§ Task brief
Read each of the lines below and tally those with "mouth"; the tally is the whole answer.

(Saved data entries)
>>>>>

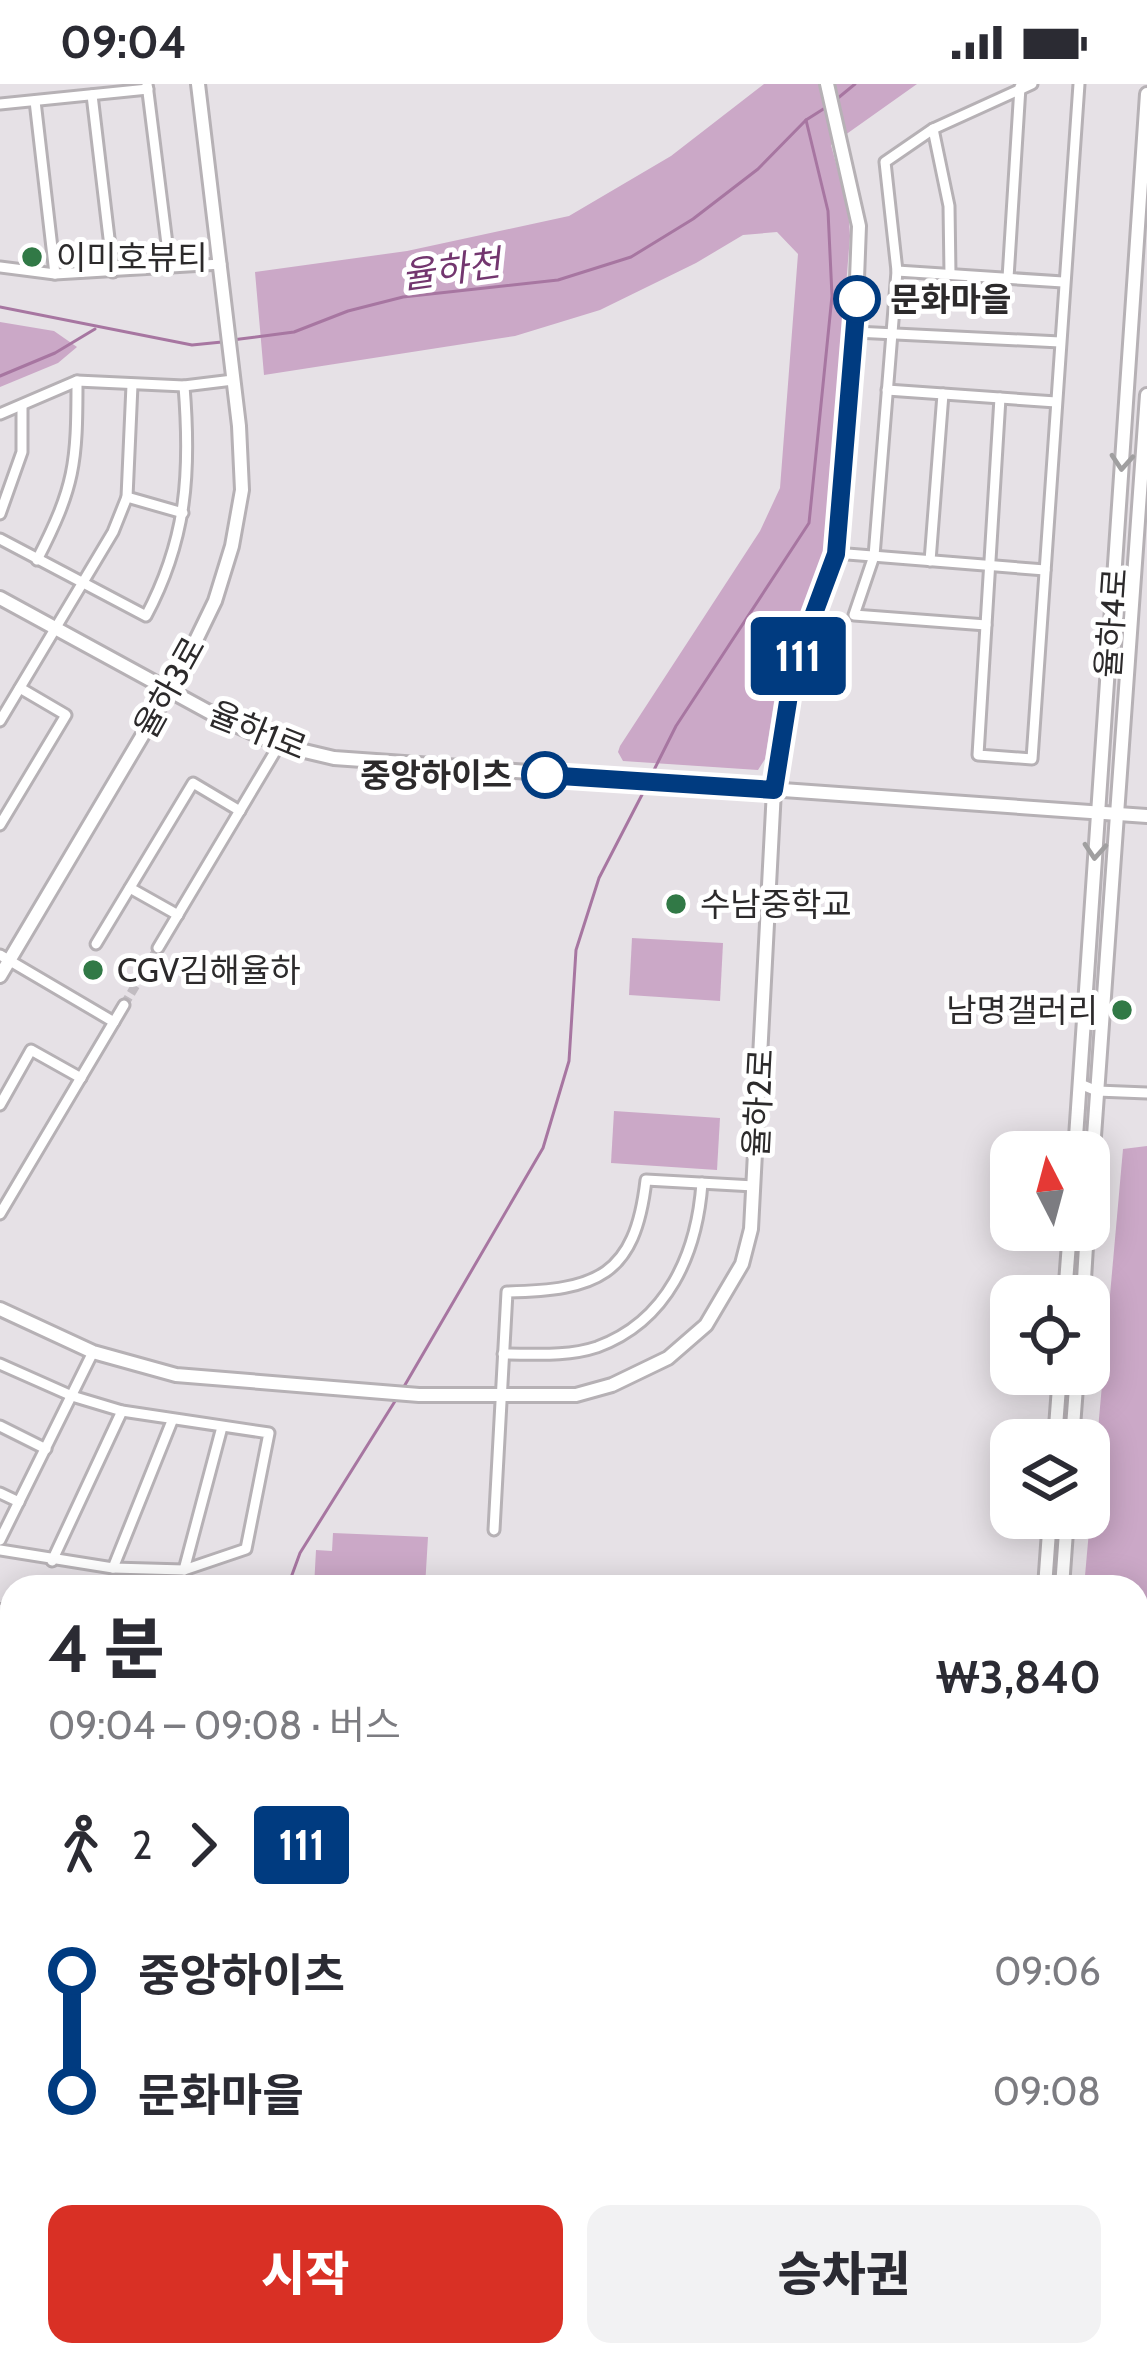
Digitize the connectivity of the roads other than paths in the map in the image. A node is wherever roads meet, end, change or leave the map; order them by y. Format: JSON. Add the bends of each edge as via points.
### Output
{"nodes":[{"id":1,"x":198,"y":84,"type":"edge"},
{"id":2,"x":827,"y":84,"type":"edge"},
{"id":3,"x":1079,"y":84,"type":"edge"},
{"id":4,"x":147,"y":86,"type":"edge"},
{"id":5,"x":1026,"y":86,"type":"edge"},
{"id":6,"x":1147,"y":94,"type":"edge"},
{"id":7,"x":92,"y":95,"type":"junction"},
{"id":8,"x":35,"y":101,"type":"junction"},
{"id":9,"x":0,"y":104,"type":"edge"},
{"id":10,"x":933,"y":129,"type":"junction"},
{"id":11,"x":220,"y":264,"type":"junction"},
{"id":12,"x":0,"y":267,"type":"edge"},
{"id":13,"x":170,"y":268,"type":"junction"},
{"id":14,"x":897,"y":271,"type":"junction"},
{"id":15,"x":113,"y":272,"type":"junction"},
{"id":16,"x":55,"y":274,"type":"junction"},
{"id":17,"x":950,"y":274,"type":"junction"},
{"id":18,"x":1008,"y":278,"type":"junction"},
{"id":19,"x":1064,"y":282,"type":"junction"},
{"id":20,"x":855,"y":332,"type":"junction"},
{"id":21,"x":892,"y":334,"type":"junction"},
{"id":22,"x":1060,"y":342,"type":"junction"},
{"id":23,"x":233,"y":374,"type":"junction"},
{"id":24,"x":76,"y":381,"type":"junction"},
{"id":25,"x":132,"y":385,"type":"junction"},
{"id":26,"x":184,"y":386,"type":"junction"},
{"id":27,"x":887,"y":390,"type":"junction"},
{"id":28,"x":943,"y":394,"type":"junction"},
{"id":29,"x":1147,"y":395,"type":"edge"},
{"id":30,"x":1000,"y":398,"type":"junction"},
{"id":31,"x":1056,"y":402,"type":"junction"},
{"id":32,"x":22,"y":406,"type":"junction"},
{"id":33,"x":0,"y":414,"type":"edge"},
{"id":34,"x":127,"y":497,"type":"junction"},
{"id":35,"x":183,"y":513,"type":"junction"},
{"id":36,"x":0,"y":514,"type":"edge"},
{"id":37,"x":0,"y":539,"type":"edge"},
{"id":38,"x":836,"y":554,"type":"junction"},
{"id":39,"x":874,"y":556,"type":"junction"},
{"id":40,"x":38,"y":560,"type":"junction"},
{"id":41,"x":930,"y":561,"type":"junction"},
{"id":42,"x":989,"y":566,"type":"junction"},
{"id":43,"x":1045,"y":570,"type":"junction"},
{"id":44,"x":83,"y":585,"type":"junction"},
{"id":45,"x":0,"y":598,"type":"edge"},
{"id":46,"x":986,"y":625,"type":"junction"},
{"id":47,"x":56,"y":630,"type":"junction"},
{"id":48,"x":20,"y":688,"type":"junction"},
{"id":49,"x":170,"y":691,"type":"junction"},
{"id":50,"x":0,"y":722,"type":"edge"},
{"id":51,"x":279,"y":745,"type":"junction"},
{"id":52,"x":774,"y":790,"type":"junction"},
{"id":53,"x":240,"y":811,"type":"junction"},
{"id":54,"x":1098,"y":813,"type":"junction"},
{"id":55,"x":1117,"y":814,"type":"junction"},
{"id":56,"x":1147,"y":816,"type":"edge"},
{"id":57,"x":0,"y":824,"type":"edge"},
{"id":58,"x":130,"y":888,"type":"junction"},
{"id":59,"x":178,"y":915,"type":"junction"},
{"id":60,"x":96,"y":944,"type":"dead end"},
{"id":61,"x":158,"y":948,"type":"tunnel mouth"},
{"id":62,"x":5,"y":958,"type":"edge"},
{"id":63,"x":0,"y":976,"type":"edge"},
{"id":64,"x":124,"y":1005,"type":"tunnel mouth"},
{"id":65,"x":114,"y":1022,"type":"junction"},
{"id":66,"x":81,"y":1078,"type":"junction"},
{"id":67,"x":1080,"y":1084,"type":"junction"},
{"id":68,"x":1097,"y":1090,"type":"junction"},
{"id":69,"x":1147,"y":1093,"type":"edge"},
{"id":70,"x":0,"y":1106,"type":"edge"},
{"id":71,"x":1077,"y":1131,"type":"edge"},
{"id":72,"x":1094,"y":1131,"type":"edge"},
{"id":73,"x":702,"y":1183,"type":"junction"},
{"id":74,"x":754,"y":1186,"type":"junction"},
{"id":75,"x":0,"y":1214,"type":"edge"},
{"id":76,"x":0,"y":1310,"type":"edge"},
{"id":77,"x":93,"y":1352,"type":"junction"},
{"id":78,"x":503,"y":1354,"type":"junction"},
{"id":79,"x":0,"y":1364,"type":"edge"},
{"id":80,"x":501,"y":1394,"type":"junction"},
{"id":81,"x":73,"y":1396,"type":"junction"},
{"id":82,"x":122,"y":1411,"type":"junction"},
{"id":83,"x":172,"y":1421,"type":"junction"},
{"id":84,"x":0,"y":1426,"type":"edge"},
{"id":85,"x":222,"y":1427,"type":"junction"},
{"id":86,"x":46,"y":1449,"type":"junction"},
{"id":87,"x":0,"y":1493,"type":"edge"},
{"id":88,"x":19,"y":1502,"type":"junction"},
{"id":89,"x":494,"y":1531,"type":"dead end"},
{"id":90,"x":1048,"y":1539,"type":"edge"},
{"id":91,"x":1065,"y":1539,"type":"edge"},
{"id":92,"x":0,"y":1540,"type":"edge"},
{"id":93,"x":0,"y":1550,"type":"edge"},
{"id":94,"x":52,"y":1561,"type":"junction"},
{"id":95,"x":113,"y":1568,"type":"junction"},
{"id":96,"x":184,"y":1570,"type":"junction"},
{"id":97,"x":1045,"y":1575,"type":"edge"},
{"id":98,"x":1063,"y":1575,"type":"edge"}],
"edges":[{"from":1,"to":11,"type":"street"},
{"from":2,"to":20,"type":"street","name":"율하2로","via":[[859,226]]},
{"from":3,"to":19,"type":"street"},
{"from":4,"to":7,"type":"street"},
{"from":4,"to":13,"type":"street"},
{"from":5,"to":10,"type":"street"},
{"from":5,"to":18,"type":"street"},
{"from":6,"to":54,"type":"street","name":"율하4로","one_way":true},
{"from":7,"to":8,"type":"street"},
{"from":7,"to":15,"type":"street"},
{"from":8,"to":9,"type":"street"},
{"from":8,"to":16,"type":"street"},
{"from":10,"to":14,"type":"street","via":[[885,162]]},
{"from":10,"to":17,"type":"street","via":[[949,206]]},
{"from":11,"to":13,"type":"street"},
{"from":11,"to":23,"type":"street","name":"율하3로"},
{"from":12,"to":16,"type":"street"},
{"from":13,"to":15,"type":"street"},
{"from":14,"to":17,"type":"street"},
{"from":14,"to":21,"type":"street"},
{"from":15,"to":16,"type":"street"},
{"from":17,"to":18,"type":"street"},
{"from":18,"to":19,"type":"street"},
{"from":19,"to":22,"type":"street"},
{"from":20,"to":21,"type":"street"},
{"from":20,"to":38,"type":"street","name":"율하2로"},
{"from":21,"to":22,"type":"street"},
{"from":21,"to":27,"type":"street"},
{"from":22,"to":31,"type":"street"},
{"from":23,"to":26,"type":"street"},
{"from":23,"to":49,"type":"street","name":"율하3로","via":[[242,490],[232,546],[215,602]]},
{"from":24,"to":25,"type":"street"},
{"from":24,"to":32,"type":"street"},
{"from":24,"to":40,"type":"street","via":[[74,474]]},
{"from":25,"to":26,"type":"street"},
{"from":25,"to":34,"type":"street"},
{"from":26,"to":35,"type":"street"},
{"from":27,"to":28,"type":"street"},
{"from":27,"to":39,"type":"street"},
{"from":28,"to":30,"type":"street"},
{"from":28,"to":41,"type":"street"},
{"from":29,"to":55,"type":"street","name":"율하4로"},
{"from":30,"to":31,"type":"street"},
{"from":30,"to":42,"type":"street"},
{"from":31,"to":43,"type":"street"},
{"from":32,"to":33,"type":"street"},
{"from":32,"to":36,"type":"street","via":[[22,452]]},
{"from":34,"to":35,"type":"street"},
{"from":34,"to":44,"type":"street"},
{"from":35,"to":44,"type":"street","via":[[167,576],[146,616]]},
{"from":37,"to":40,"type":"street"},
{"from":38,"to":39,"type":"street"},
{"from":38,"to":52,"type":"street","name":"율하2로","via":[[793,670]]},
{"from":39,"to":41,"type":"street"},
{"from":39,"to":46,"type":"street","via":[[854,615]]},
{"from":40,"to":44,"type":"street"},
{"from":41,"to":42,"type":"street"},
{"from":42,"to":43,"type":"street"},
{"from":42,"to":46,"type":"street"},
{"from":43,"to":46,"type":"street","via":[[1031,758],[978,755]]},
{"from":44,"to":47,"type":"street"},
{"from":45,"to":47,"type":"street","name":"율하1로"},
{"from":47,"to":48,"type":"street"},
{"from":47,"to":49,"type":"street","name":"율하1로"},
{"from":48,"to":50,"type":"street"},
{"from":48,"to":57,"type":"street","via":[[66,715]]},
{"from":49,"to":51,"type":"street","name":"율하1로"},
{"from":49,"to":62,"type":"street","name":"율하3로"},
{"from":51,"to":52,"type":"street","name":"율하1로","via":[[378,763]]},
{"from":51,"to":53,"type":"street"},
{"from":52,"to":54,"type":"street","name":"율하1로"},
{"from":52,"to":74,"type":"street","name":"율하2로"},
{"from":53,"to":58,"type":"street","via":[[193,783]]},
{"from":53,"to":59,"type":"street"},
{"from":54,"to":55,"type":"street","name":"율하1로"},
{"from":54,"to":67,"type":"street","name":"율하4로","one_way":true},
{"from":55,"to":56,"type":"street","name":"율하1로"},
{"from":55,"to":68,"type":"street","name":"율하4로"},
{"from":58,"to":59,"type":"street"},
{"from":58,"to":60,"type":"street"},
{"from":59,"to":61,"type":"street"},
{"from":62,"to":63,"type":"street","name":"율하3로"},
{"from":62,"to":65,"type":"street"},
{"from":64,"to":65,"type":"street"},
{"from":65,"to":66,"type":"street"},
{"from":66,"to":70,"type":"street","via":[[31,1050]]},
{"from":66,"to":75,"type":"street"},
{"from":67,"to":68,"type":"street"},
{"from":67,"to":71,"type":"street","name":"율하4로"},
{"from":68,"to":69,"type":"street"},
{"from":68,"to":72,"type":"street","name":"율하4로"},
{"from":73,"to":74,"type":"street"},
{"from":73,"to":78,"type":"street","via":[[691,1253],[648,1316],[595,1347]]},
{"from":73,"to":78,"type":"street","via":[[646,1180],[630,1244],[594,1280],[507,1292]]},
{"from":74,"to":80,"type":"street","name":"율하2로","via":[[742,1264],[706,1325],[681,1348],[575,1395]]},
{"from":76,"to":77,"type":"street","name":"율하2로"},
{"from":77,"to":80,"type":"street","name":"율하2로","via":[[176,1375],[373,1393]]},
{"from":77,"to":81,"type":"street"},
{"from":78,"to":80,"type":"street"},
{"from":79,"to":81,"type":"street"},
{"from":80,"to":89,"type":"street"},
{"from":81,"to":82,"type":"street"},
{"from":81,"to":86,"type":"street"},
{"from":82,"to":83,"type":"street"},
{"from":82,"to":94,"type":"street"},
{"from":83,"to":85,"type":"street"},
{"from":83,"to":95,"type":"street"},
{"from":84,"to":86,"type":"street"},
{"from":85,"to":96,"type":"street"},
{"from":85,"to":96,"type":"street","via":[[269,1433],[246,1549]]},
{"from":86,"to":88,"type":"street"},
{"from":87,"to":88,"type":"street"},
{"from":88,"to":92,"type":"street"},
{"from":90,"to":97,"type":"street"},
{"from":91,"to":98,"type":"street"},
{"from":93,"to":94,"type":"street"},
{"from":94,"to":95,"type":"street"},
{"from":95,"to":96,"type":"street"}]}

<<<<<

§ Solution for this task
2